= Kentucky Scottish Weekend =

Highland games event in Carrollton, Kentucky

A vendor demonstrating roses fashioned from leather at the 2007 Kentucky Scottish Weekend (photo taken 5/12/07)

The Kentucky Scottish Weekend was a regional Highland games event held annually at General Butler State Resort Park in Carrollton, Kentucky. The weekend's mission was to celebrate the customs and traditions of Scotland. It was held each year on the second full weekend in May. First held in 1983, the weekend celebrated its thirtieth anniversary in 2012, its final year. It was the longest running highland game currently being held in Kentucky at the time it ended. It was held in Carrollton due to that location being nearly halfway between Louisville and Cincinnati. A Kentucky non-profit corporation—Kentucky Scottish Weekend, Inc.—held the event. The weekend was sometimes referred to as "KSW" for short.
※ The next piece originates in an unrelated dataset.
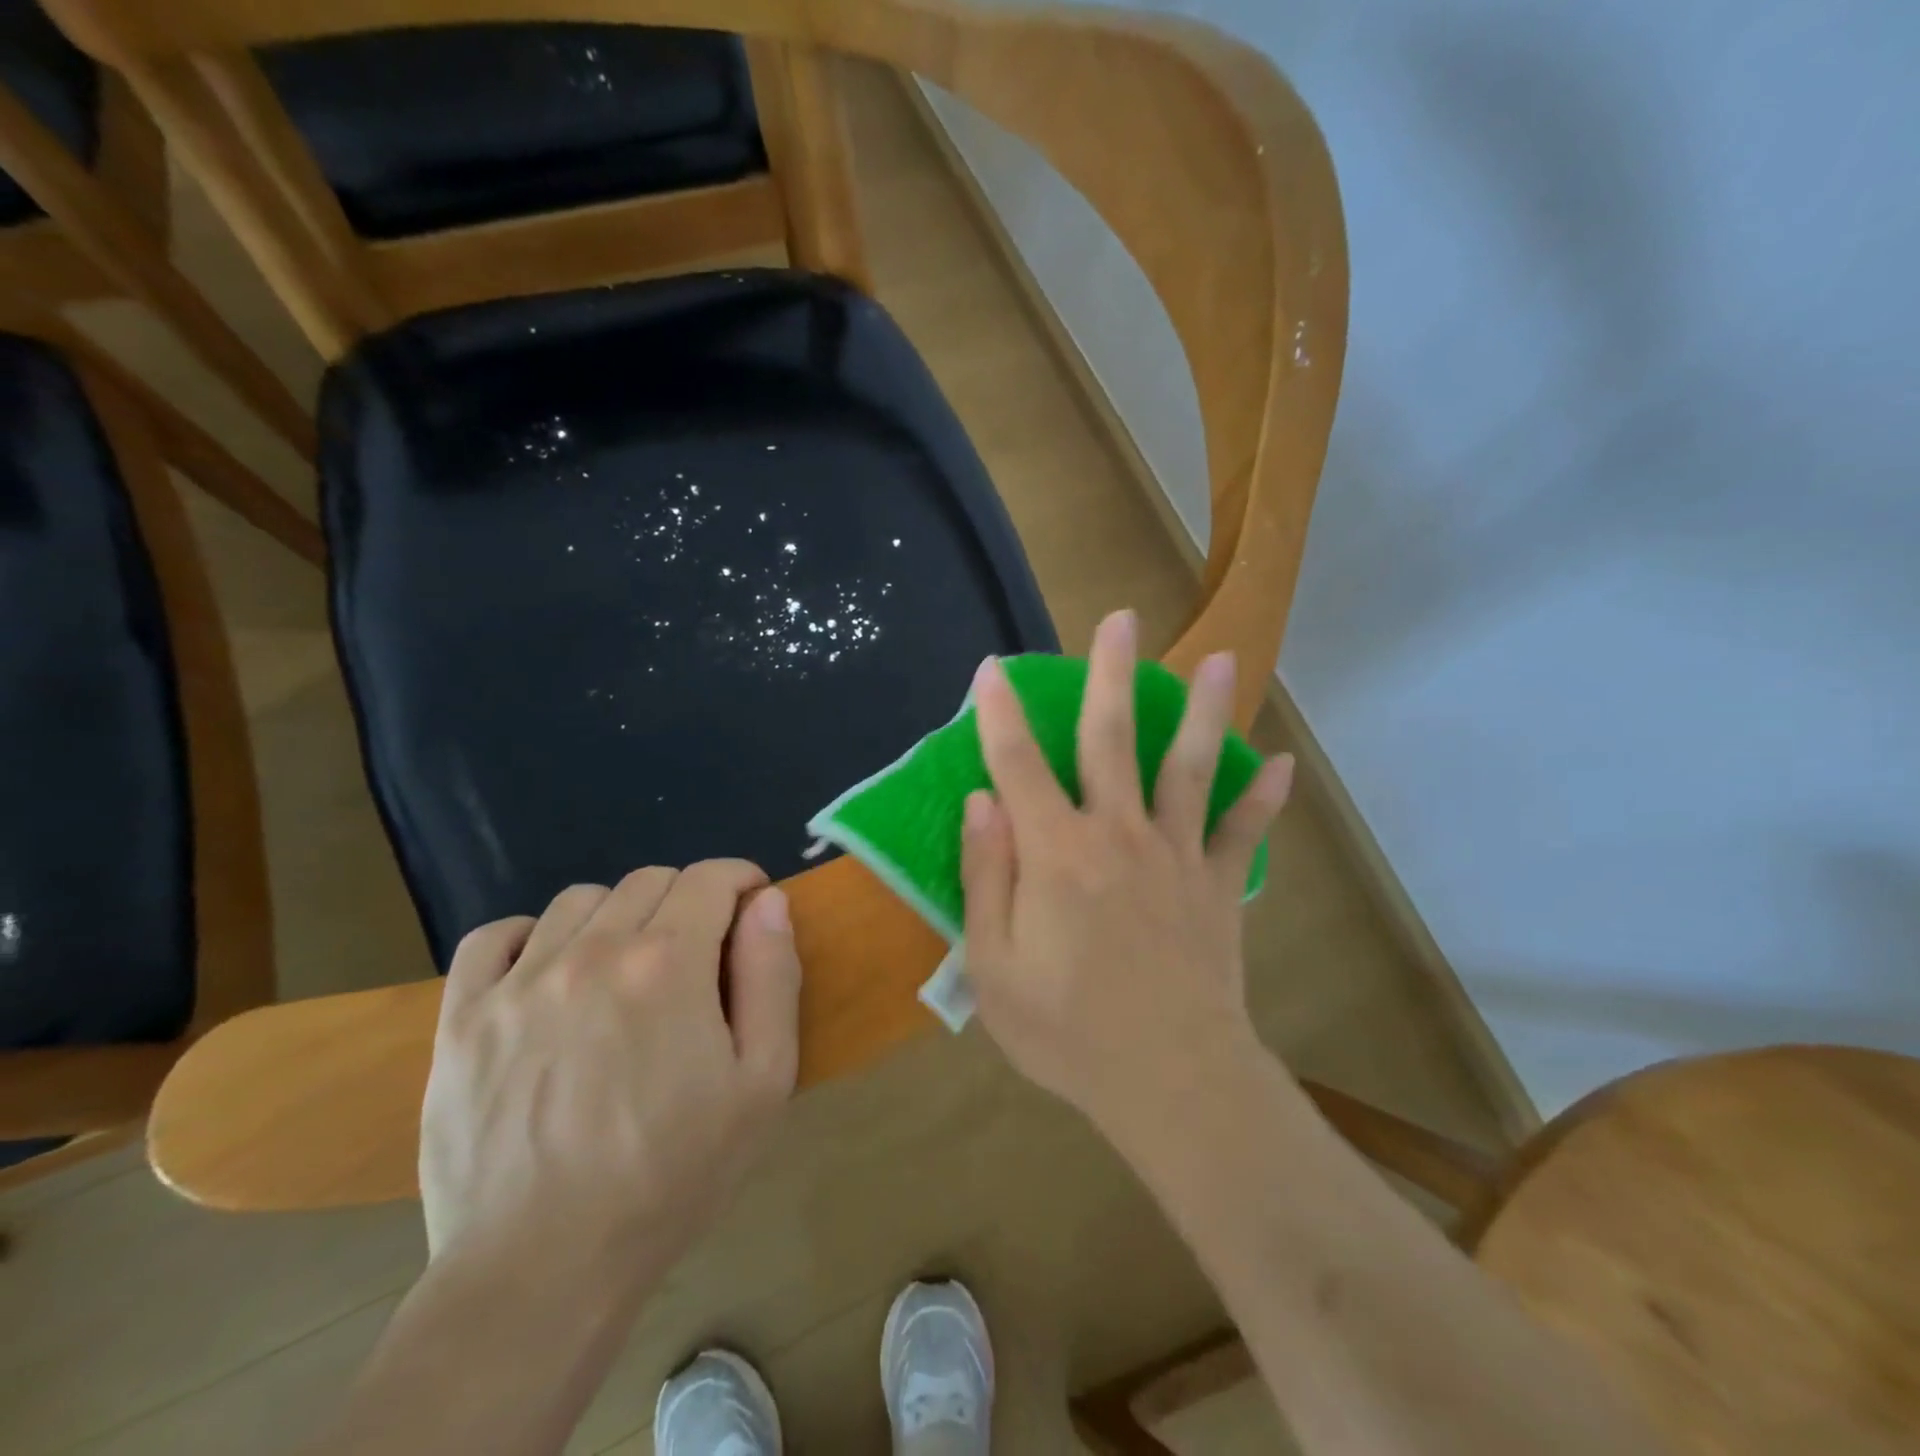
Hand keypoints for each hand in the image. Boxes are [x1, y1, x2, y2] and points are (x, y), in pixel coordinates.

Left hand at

The weekend was one of three regional Highland games in Kentucky. The others are the Glasgow Highland Games in Glasgow and the West Kentucky Highland Festival in Murray, founded in 1986 and 1998, respectively.

A variety of vendors usually attended the event. Items sold included Scottish and American food items, Celtic collectibles, kilts, Scottish music, Clan memorabilia, and Scottish heathers.

==Events==

Jesse Andrews, President of the Kentucky Scottish Weekend, leading the Parade of Tartans at the 2007 weekend (photo taken 5/12/07)

- Athletic competitions, including:
  - Caber tossing
  - Hammer throw – 22 lb.
  - Sheaf toss
  - Stone throw
  - Weight throw – 28 and 56 lb.
  - Weight toss – 56 lb.
- Bagpipe and drumming competitions (the event was recognized by the Eastern United States Pipe Band Association)
  - Several regional pipe bands regularly competed at the weekend, including Cincinnati Caledonian Pipes and Drums and the Louisville Pipe Band
- Bonniest knees contest (where men competed for the "best" set of knees; judged by females and through touch alone)
- Border Collie demonstrations
- British car show
- Ceilidh on Saturday night
- Clan booths
- Kirking of the Tartan (non-denominational church service) on Sunday morning
- Opening ceremony with massed bands
- Parade of Tartans
- Pipe band concerts
- Scottish folk music concerts
- Scottish highland dancing competitions and demonstrations
- Wellie toss contest (where women competed to see who can throw a boot the farthest)

==Entertainers==

Alex Beaton had been the featured performer and emcee at the Kentucky Scottish Weekend since 1989. In later years, other performers included Seven Nations, the Glengarry Bhoys, and Wicked Tinkers.

==Dissolution==

KSW was dissolved and the remaining funds disbursed to The Scottish Society of Louisville.